About this exercise = Produce a copy of every line in the records that holds the string "rows".

START Data to examine

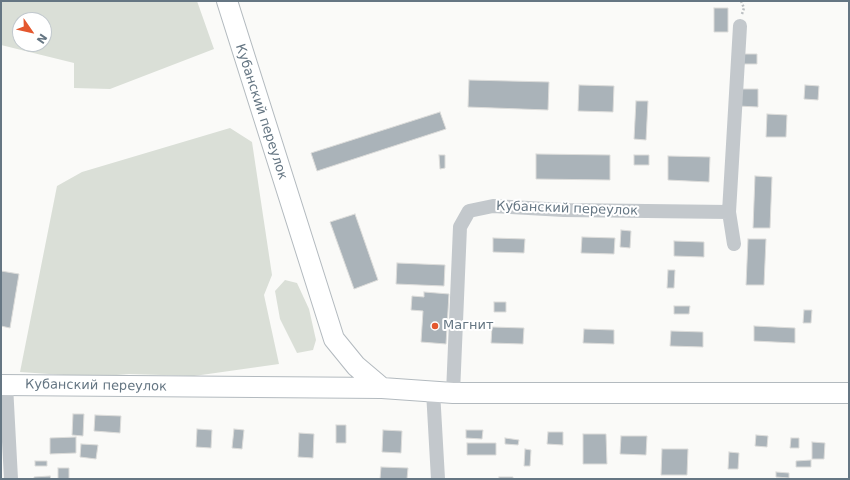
<!DOCTYPE html>
<meta charset="utf-8">
<style>
body{margin:0}
#map{position:relative;width:850px;height:480px;overflow:hidden;background:#fafaf8;font-family:"DejaVu Sans",sans-serif}
canvas{display:block}
.frame{position:absolute;inset:0;border:2px solid #657683;pointer-events:none}
.north{position:absolute;left:12px;top:12px;width:40px;height:40px;box-sizing:border-box;background:#fff;border:1px solid #c1c8cd;border-radius:50%;rotate:124deg;font-size:11px;font-weight:700;line-height:16px;text-align:center;color:#657683}
.north::after{content:'';display:block;margin:auto;width:14px;height:18px;background:#e4572e;clip-path:polygon(50% 0,100% 100%,50% 72%,0 100%)}
</style>
<div id="map">
<canvas width="850" height="480"></canvas>
<div class="frame"></div>
<div class="north">N</div>
</div>
<script>
const g = document.querySelector('canvas').getContext('2d');
g.lineJoin = 'round';
function paint(path, color) {
  g.fillStyle = color;
  g.fill(path, 'evenodd');
}
function toPath(rows) {
  const path = new Path2D();
  for (const r of rows) {
    path.moveTo(r[0], r[1]);
    for (let i = 2; i < r.length; i += 2) path.lineTo(r[i], r[i + 1]);
  }
  return path;
}
function trace(path, color, width, dash) {
  g.strokeStyle = color;
  g.lineWidth = width;
  g.lineCap = dash ? 'butt' : 'round';
  g.setLineDash(dash || []);
  g.stroke(path);
}
function label(font, color, halo, rows, align = 'center') {
  g.font = font + ' "DejaVu Sans",sans-serif';
  g.lineWidth = 4;
  g.setLineDash([]);
  g.textBaseline = 'middle';
  g.strokeStyle = halo;
  g.fillStyle = color;
  for (const [text, x, y, turn = 0] of rows) {
    g.save();
    g.translate(x, y);
    g.rotate((+turn || 0) * Math.PI / 180);
    g.textAlign = isNaN(turn) ? turn : align;
    if (halo) g.strokeText(text, 0, 0);
    g.fillText(text, 0, 0);
    g.restore();
  }
}
paint(toPath([
 [1,1,197,1,214,49,110,89,74,88,74,63,1,45],
 [20,20,44,20,44,44,20,44],
 [230,128,252,142,272,275,264,295,279,364,194,376,129,374,93,377,20,372,57,186,82,172],
 [285,280,297,283,309,309,316,340,313,350,297,353,280,319,275,291]
]), '#dadfd7');
const building = toPath([
 [714,8,728,8,728,32,714,32,714,8],
 [741,54,757,54,757,64,740,64,741,54],
 [469,80,549,82,548,110,468,107,469,80],
 [579,85,614,86,613,112,578,111,579,85],
 [805,85,819,86,818,100,804,99,805,85],
 [739,89,758,89,758,107,738,106,739,89],
 [636,101,648,101,646,140,634,139,636,101],
 [440,112,446,129,317,171,311,153,440,112],
 [767,114,787,115,786,137,766,137,767,114],
 [536,154,610,155,610,180,536,179,536,154],
 [439,155,445,155,445,168,440,169,439,155],
 [634,155,649,155,649,165,634,165,634,155],
 [668,156,710,157,709,182,668,180,668,156],
 [755,176,772,177,770,228,753,228,755,176],
 [355,214,378,280,354,289,330,222,355,214],
 [621,230,631,231,630,248,620,247,621,230],
 [582,237,615,238,614,254,581,253,582,237],
 [493,238,525,239,524,253,493,252,493,238],
 [748,239,766,239,764,285,746,285,748,239],
 [674,241,704,242,704,257,674,256,674,241],
 [397,263,445,265,444,286,396,284,397,263],
 [668,270,675,270,674,288,667,288,668,270],
 [1,271,19,274,10,328,1,326,1,271],
 [424,292,449,294,446,344,421,342,423,311,411,310,412,296,424,297,424,292],
 [494,302,506,302,506,312,494,312,494,302],
 [674,306,690,306,689,314,674,314,674,306],
 [804,310,812,310,811,323,803,323,804,310],
 [754,326,795,328,795,343,754,341,754,326],
 [492,327,524,328,523,344,491,343,492,327],
 [584,329,614,330,614,344,583,343,584,329],
 [671,331,703,332,703,347,670,346,671,331],
 [73,414,84,414,83,436,72,435,73,414],
 [95,415,121,416,120,433,94,431,95,415],
 [336,425,346,425,346,443,336,443,336,425],
 [197,429,212,430,211,448,196,447,197,429],
 [234,429,244,430,242,449,232,448,234,429],
 [383,430,402,431,401,453,382,452,383,430],
 [466,430,483,430,482,439,466,438,466,430],
 [548,432,563,432,563,445,547,444,548,432],
 [299,433,314,434,313,458,298,457,299,433],
 [583,434,606,434,607,464,583,464,583,434],
 [756,435,768,436,767,447,755,446,756,435],
 [621,436,647,436,646,455,620,454,621,436],
 [76,437,76,453,50,454,50,438,76,437],
 [505,438,519,440,518,445,505,444,505,438],
 [791,438,799,438,799,448,790,448,791,438],
 [812,442,825,443,824,459,812,459,812,442],
 [467,443,496,443,496,455,467,455,467,443],
 [81,444,98,445,96,459,80,457,81,444],
 [525,449,531,450,530,466,524,466,525,449],
 [662,449,688,449,687,475,661,475,662,449],
 [729,452,739,453,738,469,728,469,729,452],
 [811,460,811,467,796,467,796,461,811,460],
 [35,461,47,461,47,466,35,466,35,461],
 [381,467,408,468,407,479,380,479,381,467],
 [58,468,69,468,69,479,58,479,58,468],
 [776,472,789,473,789,478,776,477,776,472],
 [50,476,51,479,34,479,34,477,50,476],
 [499,477,513,477,513,479,499,479,499,477]
]);
paint(building, '#aab3b9');
trace(building, '#dcdcda', 1);
const secondary = toPath([
 [227,1,334,339,356,366,382,388],
 [1,385,382,388,453,393,849,393]
]);
trace(secondary, '#b3babf', 22);
trace(toPath([
 [741,1,744,8,742,14]
]), '#bbbfc2', 2.5, [2, 2]);
trace(toPath([
 [734,244,729,212,740,26],
 [6,385,11,479],
 [433,391,438,479],
 [453,393,460,227,469,211,493,206,564,210,729,212]
]), '#c3c8cc', 14);
trace(secondary, '#fff', 20);
for (const [x, y, r, color] of [
 [435,326,4,"#e4572e"]
]) {
  const dot = new Path2D();
  dot.arc(x, y, r, 0, 2 * Math.PI);
  g.fillStyle = color;
  g.fill(dot);
  trace(dot, '#fff', 1.5);
}
label('13px', '#657683', '#fff', [
 ["Кубанский переулок",261,112,72],
 ["Кубанский переулок",567,209,2],
 ["Кубанский переулок",96,386,1]
]);
label('13px', '#657683', '#fff', [
 ["Магнит",443,326]
], 'left');
</script>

END Data to examine

Reply =
function toPath(rows) {
  for (const r of rows) {
function label(font, color, halo, rows, align = 'center') {
  for (const [text, x, y, turn = 0] of rows) {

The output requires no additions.